• [Instructions for the task] Please set down every entry again exactly as it stands, without the pictures.

• [Dataset entries]
= Beginning of Section =

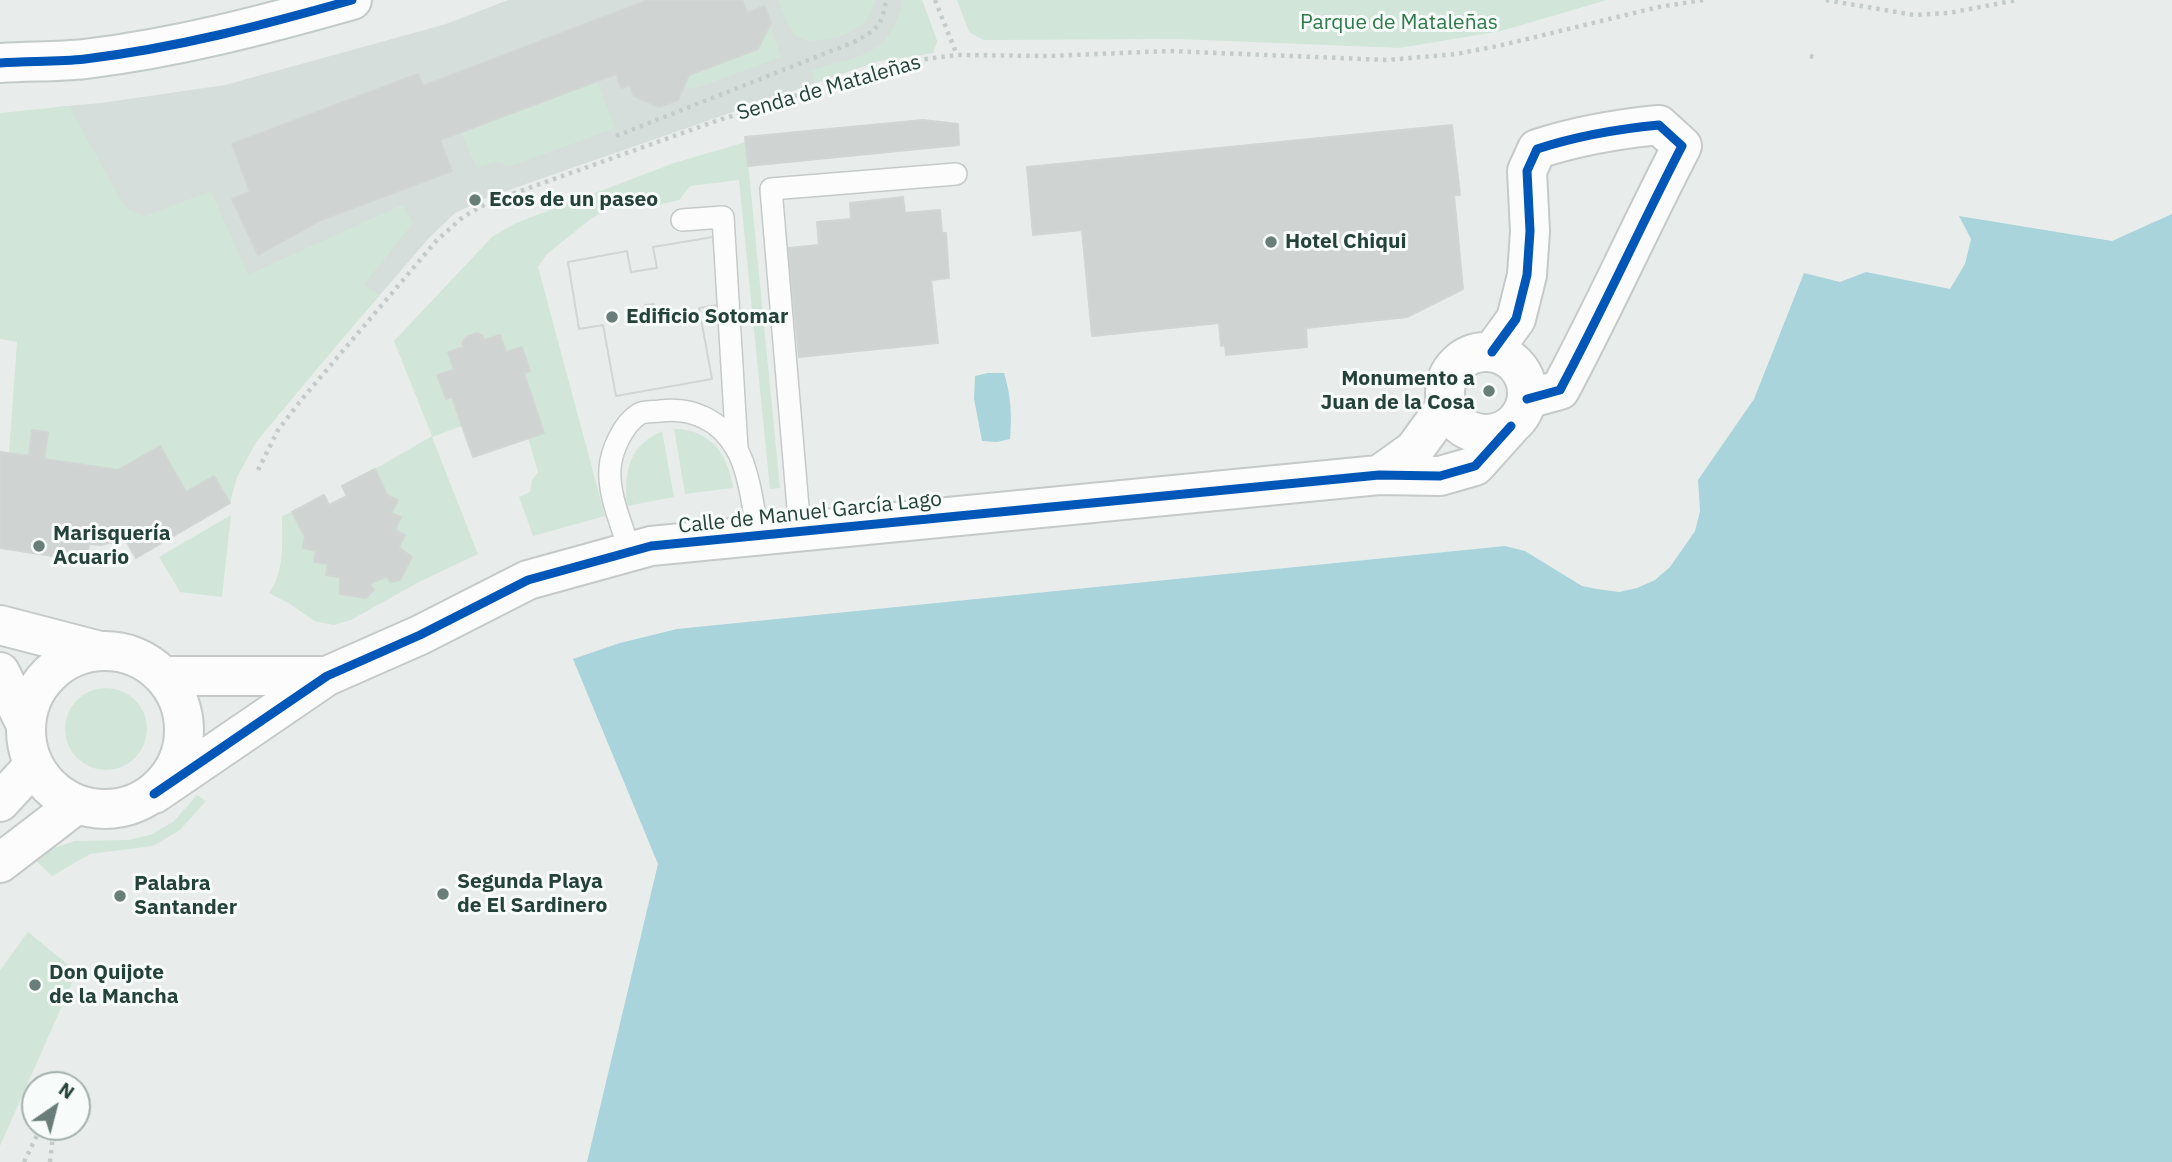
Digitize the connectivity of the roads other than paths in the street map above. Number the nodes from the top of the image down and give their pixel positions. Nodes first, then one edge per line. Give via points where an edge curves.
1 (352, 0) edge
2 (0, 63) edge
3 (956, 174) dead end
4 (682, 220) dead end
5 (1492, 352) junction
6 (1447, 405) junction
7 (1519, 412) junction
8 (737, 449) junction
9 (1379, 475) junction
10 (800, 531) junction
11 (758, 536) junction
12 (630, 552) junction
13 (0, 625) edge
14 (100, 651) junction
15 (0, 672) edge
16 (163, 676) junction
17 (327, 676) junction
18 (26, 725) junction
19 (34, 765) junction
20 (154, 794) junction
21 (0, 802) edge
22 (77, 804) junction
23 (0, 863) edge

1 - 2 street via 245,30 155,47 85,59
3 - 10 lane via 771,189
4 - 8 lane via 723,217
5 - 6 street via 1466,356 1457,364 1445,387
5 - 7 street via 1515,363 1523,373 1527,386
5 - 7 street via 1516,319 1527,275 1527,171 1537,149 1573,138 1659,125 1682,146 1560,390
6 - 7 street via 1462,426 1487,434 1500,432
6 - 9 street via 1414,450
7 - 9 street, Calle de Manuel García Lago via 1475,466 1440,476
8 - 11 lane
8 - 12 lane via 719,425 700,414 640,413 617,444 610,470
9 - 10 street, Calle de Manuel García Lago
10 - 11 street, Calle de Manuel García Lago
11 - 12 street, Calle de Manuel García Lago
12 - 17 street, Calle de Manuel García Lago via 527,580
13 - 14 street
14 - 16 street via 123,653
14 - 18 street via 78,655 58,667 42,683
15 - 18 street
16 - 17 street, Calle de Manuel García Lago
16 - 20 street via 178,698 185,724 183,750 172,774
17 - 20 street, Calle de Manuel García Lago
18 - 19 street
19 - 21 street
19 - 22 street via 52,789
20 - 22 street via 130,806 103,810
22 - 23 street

= End of Section =

• [Exercise response]
Digitize the connectivity of the roads other than paths in the street map above. Number the nodes from the top of the image down and give their pixel positions. Nodes first, then one edge per line. Give via points where an edge curves.
1 (352, 0) edge
2 (0, 63) edge
3 (956, 174) dead end
4 (682, 220) dead end
5 (1492, 352) junction
6 (1447, 405) junction
7 (1519, 412) junction
8 (737, 449) junction
9 (1379, 475) junction
10 (800, 531) junction
11 (758, 536) junction
12 (630, 552) junction
13 (0, 625) edge
14 (100, 651) junction
15 (0, 672) edge
16 (163, 676) junction
17 (327, 676) junction
18 (26, 725) junction
19 (34, 765) junction
20 (154, 794) junction
21 (0, 802) edge
22 (77, 804) junction
23 (0, 863) edge

1 - 2 street via 245,30 155,47 85,59
3 - 10 lane via 771,189
4 - 8 lane via 723,217
5 - 6 street via 1466,356 1457,364 1445,387
5 - 7 street via 1515,363 1523,373 1527,386
5 - 7 street via 1516,319 1527,275 1527,171 1537,149 1573,138 1659,125 1682,146 1560,390
6 - 7 street via 1462,426 1487,434 1500,432
6 - 9 street via 1414,450
7 - 9 street, Calle de Manuel García Lago via 1475,466 1440,476
8 - 11 lane
8 - 12 lane via 719,425 700,414 640,413 617,444 610,470
9 - 10 street, Calle de Manuel García Lago
10 - 11 street, Calle de Manuel García Lago
11 - 12 street, Calle de Manuel García Lago
12 - 17 street, Calle de Manuel García Lago via 527,580
13 - 14 street
14 - 16 street via 123,653
14 - 18 street via 78,655 58,667 42,683
15 - 18 street
16 - 17 street, Calle de Manuel García Lago
16 - 20 street via 178,698 185,724 183,750 172,774
17 - 20 street, Calle de Manuel García Lago
18 - 19 street
19 - 21 street
19 - 22 street via 52,789
20 - 22 street via 130,806 103,810
22 - 23 street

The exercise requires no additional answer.